Irma hit southwest Florida on Sunday morning as a dangerous Category 4 hurricane, the second-highest level on the five-step Saffir-Simpson scale. It had weakened to a tropical storm by Monday morning (local time) as it headed toward Georgia.
The storm, which was moving into southern Georgia, was packing maximum sustained winds of 97 km/h, according to the US National Hurricane Center on Monday.
Power losses in Georgia, which were nearing 900,000, were expected to increase as the storm moved north.
In Florida, the state's biggest electric company said its outages dipped to 3.5 million from a peak of 3.6 million earlier on Monday. A total of almost 4.5 million Florida Power & Light customers have been affected by the storm, with about 1 million getting service restored, mostly by automated devices.
"We've never had that many outages, and I don't think any utility in the country ever has," FPL Chief Executive Eric Silagy said at a news conference on Monday. "It is by far and away the largest in the history of our company."
FPL said it was still assessing the damage and could not yet say when it would restore service to most customers.
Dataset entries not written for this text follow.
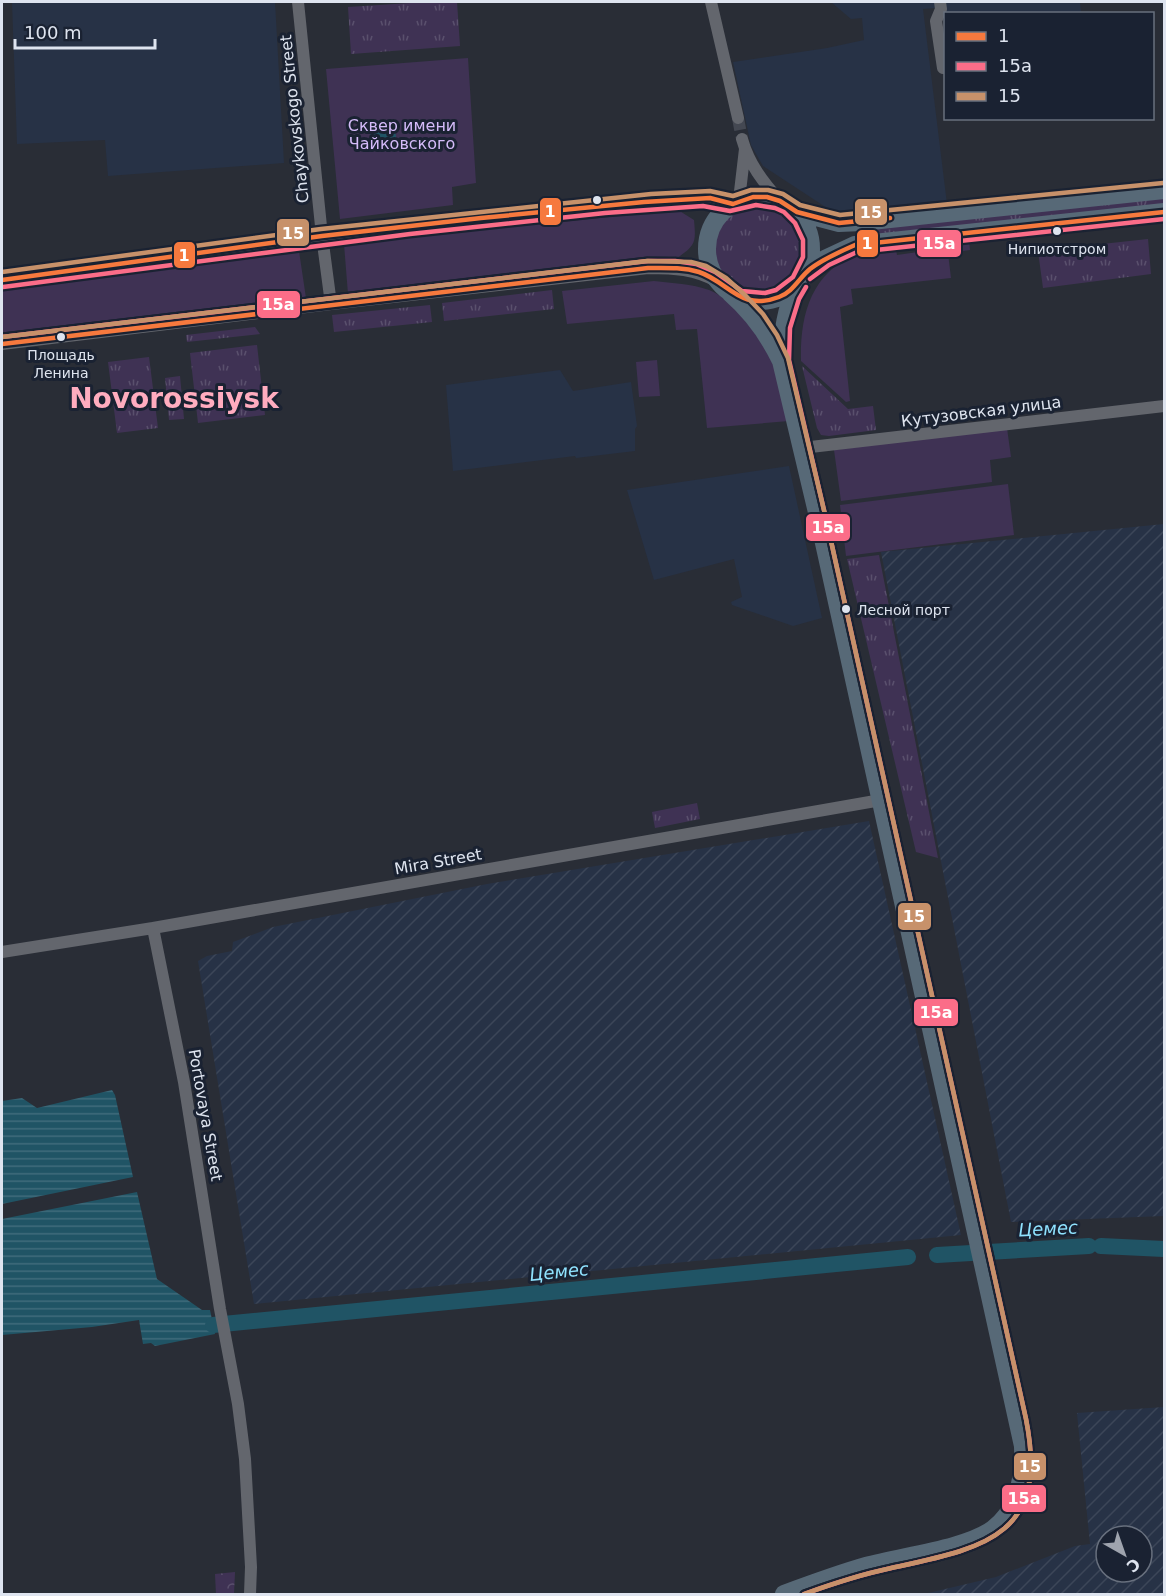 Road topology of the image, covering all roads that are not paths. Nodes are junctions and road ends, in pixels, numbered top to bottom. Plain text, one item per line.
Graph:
1 (298, 2) edge
2 (711, 2) edge
3 (940, 2) edge
4 (943, 68) dead end
5 (738, 118) tunnel mouth
6 (1164, 190) edge
7 (780, 201) junction
8 (736, 202) junction
9 (797, 212) junction
10 (1164, 212) edge
11 (322, 237) junction
12 (802, 278) junction
13 (2, 280) edge
14 (724, 287) junction
15 (331, 304) junction
16 (2, 344) edge
17 (781, 361) junction
18 (1164, 406) edge
19 (802, 448) junction
20 (881, 800) junction
21 (153, 928) junction
22 (2, 952) edge
23 (250, 1594) edge
24 (784, 1594) edge

1 - 11 street, Chaykovskogo Street
2 - 5 street
3 - 4 street
6 - 9 highway
7 - 8 highway
7 - 8 street
7 - 9 highway
8 - 11 street
8 - 14 highway
9 - 12 highway
10 - 12 highway
11 - 13 street
11 - 15 street, Chaykovskogo Street
12 - 14 highway
12 - 17 highway
14 - 15 street
14 - 17 highway
15 - 16 street
17 - 19 highway
18 - 19 street, Кутузовская улица
19 - 20 highway
20 - 21 street, Mira Street
20 - 24 highway
21 - 22 street, Mira Street
21 - 23 street, Portovaya Street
Some homes and businesses could be without power for weeks, especially in the hardest-hit areas like southwest Florida, the NextEra Energy Inc unit said.
As the storm pushed north, outage figures were increasing at other large utilities, including units of Duke Energy Corp , Southern Co and Emera Inc.
As Irma loomed and came ashore, gasoline stations struggled to keep up as people evacuated Florida. In the Atlanta metropolitan area, about 545 stations, or about 13.2 per cent of the total, were out of the fuel earlier on Monday, according to information service Gas Buddy.
Irma is expected to sap demand for fuel for a time, Goldman Sachs analysts said in a note on Monday, but they cautioned that supply could remain strained because of refining capacity offline after Hurricane Harvey, which hit Texas two weeks ago.